Noch mit 72 Jahren webte sie aus Protest gegen die Kriegsführung in Vietnam „Blod i gresset“ (Blut im Gras, 1966) und benutzte für das blutrote Gittermuster zum ersten Mal künstliche Farbe. Fast zehn Jahre investierte die Künstlerin, um autodidaktisch ihre Webtechnik zu perfektionieren. Alle Materialien für ihre Webarbeit gewann sie auf ihrem Hof und aus der sie umgebenden Natur, sie spann die Wolle selbst und färbte sie mit natürlichen Farben. Sie verband unterschiedliche Bildtraditionen, etwa die norwegische Webkunst und Freskenmalerei mit moderner Formensprache. Charakteristisch für die Künstlerin sind ihre narrative, oft szenische oder theatralische Darstellungsform, die collageähnlichen Kompositionen sowie die Parallelität von realen, fiktiven und mythischen Personen und Motiven.

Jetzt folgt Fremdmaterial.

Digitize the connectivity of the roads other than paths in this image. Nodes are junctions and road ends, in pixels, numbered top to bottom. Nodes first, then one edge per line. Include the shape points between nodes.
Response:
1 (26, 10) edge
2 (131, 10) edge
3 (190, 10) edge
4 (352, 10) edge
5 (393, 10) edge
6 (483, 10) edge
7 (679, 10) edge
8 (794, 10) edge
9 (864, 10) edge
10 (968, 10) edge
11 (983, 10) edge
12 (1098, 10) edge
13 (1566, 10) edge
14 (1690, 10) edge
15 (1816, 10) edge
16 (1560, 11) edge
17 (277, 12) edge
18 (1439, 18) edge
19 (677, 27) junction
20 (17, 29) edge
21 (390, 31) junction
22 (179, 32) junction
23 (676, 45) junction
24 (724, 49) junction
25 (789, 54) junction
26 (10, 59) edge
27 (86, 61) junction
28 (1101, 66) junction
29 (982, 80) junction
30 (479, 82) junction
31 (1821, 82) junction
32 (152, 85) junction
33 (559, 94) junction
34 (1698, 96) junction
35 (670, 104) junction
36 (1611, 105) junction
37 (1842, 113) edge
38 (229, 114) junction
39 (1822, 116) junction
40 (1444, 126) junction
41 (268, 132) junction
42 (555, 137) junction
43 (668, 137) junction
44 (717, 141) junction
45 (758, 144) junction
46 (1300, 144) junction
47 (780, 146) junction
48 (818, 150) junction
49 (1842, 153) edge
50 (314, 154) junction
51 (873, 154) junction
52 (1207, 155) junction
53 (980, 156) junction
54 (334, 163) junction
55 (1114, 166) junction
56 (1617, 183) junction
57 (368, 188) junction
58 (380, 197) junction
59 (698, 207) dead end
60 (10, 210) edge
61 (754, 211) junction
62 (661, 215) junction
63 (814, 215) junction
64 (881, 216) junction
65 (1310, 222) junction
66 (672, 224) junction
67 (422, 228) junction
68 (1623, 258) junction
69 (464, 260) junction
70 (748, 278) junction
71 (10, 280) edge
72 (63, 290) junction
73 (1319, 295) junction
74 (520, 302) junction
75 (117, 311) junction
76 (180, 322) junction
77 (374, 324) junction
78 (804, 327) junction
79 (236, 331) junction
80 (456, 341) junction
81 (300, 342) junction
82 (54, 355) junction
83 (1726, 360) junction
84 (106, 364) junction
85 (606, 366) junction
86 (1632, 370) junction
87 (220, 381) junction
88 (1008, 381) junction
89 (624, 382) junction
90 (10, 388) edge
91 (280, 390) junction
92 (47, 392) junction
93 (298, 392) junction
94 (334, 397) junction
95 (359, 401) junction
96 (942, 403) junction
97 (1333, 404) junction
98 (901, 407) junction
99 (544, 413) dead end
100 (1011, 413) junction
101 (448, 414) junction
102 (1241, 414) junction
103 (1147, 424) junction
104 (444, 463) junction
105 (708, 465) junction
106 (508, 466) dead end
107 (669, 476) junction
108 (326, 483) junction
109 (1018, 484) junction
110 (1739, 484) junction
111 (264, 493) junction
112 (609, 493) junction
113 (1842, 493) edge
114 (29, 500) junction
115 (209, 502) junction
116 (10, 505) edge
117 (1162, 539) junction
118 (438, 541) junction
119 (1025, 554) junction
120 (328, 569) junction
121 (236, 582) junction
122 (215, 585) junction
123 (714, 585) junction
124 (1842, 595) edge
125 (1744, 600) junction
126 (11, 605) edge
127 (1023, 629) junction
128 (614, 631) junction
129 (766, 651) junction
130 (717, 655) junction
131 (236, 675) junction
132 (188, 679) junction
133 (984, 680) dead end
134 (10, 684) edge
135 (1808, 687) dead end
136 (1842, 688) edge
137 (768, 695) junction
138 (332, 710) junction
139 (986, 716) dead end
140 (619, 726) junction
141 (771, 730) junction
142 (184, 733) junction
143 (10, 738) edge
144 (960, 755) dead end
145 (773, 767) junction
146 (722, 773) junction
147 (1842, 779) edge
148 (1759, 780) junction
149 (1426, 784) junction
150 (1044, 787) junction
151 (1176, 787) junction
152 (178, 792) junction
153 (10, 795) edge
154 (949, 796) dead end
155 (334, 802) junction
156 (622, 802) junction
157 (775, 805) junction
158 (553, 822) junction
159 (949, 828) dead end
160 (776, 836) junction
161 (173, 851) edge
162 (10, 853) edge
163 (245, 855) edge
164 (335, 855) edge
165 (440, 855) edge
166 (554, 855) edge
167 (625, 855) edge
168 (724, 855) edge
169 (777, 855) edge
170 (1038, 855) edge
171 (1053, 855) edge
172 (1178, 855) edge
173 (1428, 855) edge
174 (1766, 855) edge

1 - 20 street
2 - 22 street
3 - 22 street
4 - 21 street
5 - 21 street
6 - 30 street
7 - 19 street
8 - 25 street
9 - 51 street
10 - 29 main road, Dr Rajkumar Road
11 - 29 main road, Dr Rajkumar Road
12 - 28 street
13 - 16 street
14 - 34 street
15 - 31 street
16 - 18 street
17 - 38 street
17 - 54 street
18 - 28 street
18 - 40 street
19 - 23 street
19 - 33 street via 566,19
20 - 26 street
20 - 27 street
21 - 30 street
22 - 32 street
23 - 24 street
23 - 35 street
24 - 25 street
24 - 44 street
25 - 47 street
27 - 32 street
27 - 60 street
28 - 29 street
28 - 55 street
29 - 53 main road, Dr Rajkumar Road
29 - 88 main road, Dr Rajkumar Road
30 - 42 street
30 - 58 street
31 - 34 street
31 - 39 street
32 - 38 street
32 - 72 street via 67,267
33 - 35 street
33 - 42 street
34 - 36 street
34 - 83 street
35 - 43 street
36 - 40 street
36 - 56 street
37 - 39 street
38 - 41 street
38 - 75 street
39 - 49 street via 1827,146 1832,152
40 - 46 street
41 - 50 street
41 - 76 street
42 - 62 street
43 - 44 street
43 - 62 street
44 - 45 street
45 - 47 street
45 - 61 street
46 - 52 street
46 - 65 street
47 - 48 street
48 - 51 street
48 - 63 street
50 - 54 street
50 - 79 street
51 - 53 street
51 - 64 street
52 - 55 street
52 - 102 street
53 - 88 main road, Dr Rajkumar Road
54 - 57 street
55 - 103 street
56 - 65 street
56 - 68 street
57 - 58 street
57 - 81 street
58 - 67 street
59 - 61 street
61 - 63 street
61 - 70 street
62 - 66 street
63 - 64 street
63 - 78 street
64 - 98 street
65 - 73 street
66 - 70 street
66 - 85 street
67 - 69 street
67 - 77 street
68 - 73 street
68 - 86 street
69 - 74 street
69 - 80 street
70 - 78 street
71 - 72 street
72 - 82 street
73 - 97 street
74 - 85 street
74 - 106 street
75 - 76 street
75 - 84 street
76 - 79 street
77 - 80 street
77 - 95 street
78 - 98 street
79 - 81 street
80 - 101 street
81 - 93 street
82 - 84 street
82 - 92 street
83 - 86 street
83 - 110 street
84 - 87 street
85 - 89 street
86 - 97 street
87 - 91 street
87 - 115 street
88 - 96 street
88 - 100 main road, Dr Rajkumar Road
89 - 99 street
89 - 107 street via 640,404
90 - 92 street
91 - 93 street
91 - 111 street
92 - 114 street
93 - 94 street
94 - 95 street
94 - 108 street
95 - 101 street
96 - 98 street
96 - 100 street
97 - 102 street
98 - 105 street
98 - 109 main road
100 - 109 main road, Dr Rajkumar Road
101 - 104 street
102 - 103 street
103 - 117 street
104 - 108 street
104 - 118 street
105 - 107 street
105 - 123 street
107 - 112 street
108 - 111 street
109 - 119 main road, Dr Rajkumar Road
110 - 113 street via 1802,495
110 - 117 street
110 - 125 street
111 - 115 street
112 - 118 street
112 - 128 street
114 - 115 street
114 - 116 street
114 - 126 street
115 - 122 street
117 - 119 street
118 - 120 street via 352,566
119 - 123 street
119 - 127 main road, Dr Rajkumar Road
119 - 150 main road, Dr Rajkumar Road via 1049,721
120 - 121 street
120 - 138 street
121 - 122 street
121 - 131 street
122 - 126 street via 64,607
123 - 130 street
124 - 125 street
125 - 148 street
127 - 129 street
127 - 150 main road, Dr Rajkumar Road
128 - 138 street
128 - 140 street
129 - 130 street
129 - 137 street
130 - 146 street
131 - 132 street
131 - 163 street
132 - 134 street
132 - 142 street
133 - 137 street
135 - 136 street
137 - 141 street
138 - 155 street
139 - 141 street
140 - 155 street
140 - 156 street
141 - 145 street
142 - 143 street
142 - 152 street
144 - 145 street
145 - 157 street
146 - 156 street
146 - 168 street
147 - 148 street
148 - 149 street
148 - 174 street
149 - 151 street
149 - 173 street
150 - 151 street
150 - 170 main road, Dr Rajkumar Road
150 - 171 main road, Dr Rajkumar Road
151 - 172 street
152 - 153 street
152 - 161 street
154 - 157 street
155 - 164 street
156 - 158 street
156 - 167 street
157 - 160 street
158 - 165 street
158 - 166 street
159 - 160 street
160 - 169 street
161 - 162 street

Ryggen informierte sich über die zeitgenössische Kunstszene, in einigen Tapisserien setzte sie sich unmittelbar mit dem Werk anderer Künstler auseinander. Ein besonderes Augenmerk der Ausstellung liegt auf dem frauenpolitischen Engagement Ryggens. Immer wieder reflektierte sie in ihrem Werk die Rolle der Frau in einer männlich dominierten Gesellschaft. Das großformatige Triptychon „Ugift mor“ („Unverheiratete Mutter“, 1937) widmet sich den Lebensumständen alleinerziehender Mütter, während „Mors hjerte“ („Mutterherz“, 1947), eine persönliche Arbeit über die Mutterschaft und die spannungsvolle Beziehung zu ihrer an Epilepsie leidenden Tochter Mona. Die eindringliche Mutter-Kind-Schilderung ist eine Pionierarbeit in der Darstellung eines dezidiert weiblichen Erfahrungshorizonts.
Sie entfaltet eine philosophische Betrachtung des menschlichen Daseins
Den Abschluss bildet Hannah Ryggens ikonisches Werk „Vi lever på en stjerne“ („Wir leben auf einem Stern“, 1958), eine Auftragsarbeit für den Eingangsbereich des Regierungshochhauses in Oslo. Ein halbes Jahr benötigte sie, um die Wolle für das großformatige Werk zu färben, weitere 13 Monate webte sie daran. Auf dem Bildteppich entfaltete sie eine philosophische Betrachtung des menschlichen Daseins sowie der zentralen Stellung von Kunst und Liebe als persönlichen und politischen Kräften. Am 22. Juli 2011 wurde dieser Teppich bei dem Bombenanschlag des rechtsextremistischen Terroristen Anders Behring Breivik auf das Regierungsgebäude beschädigt. Wie eine Narbe erinnert heute der restaurierte Riss am unteren rechten Bildrand an diesen Angriff auf die Demokratie.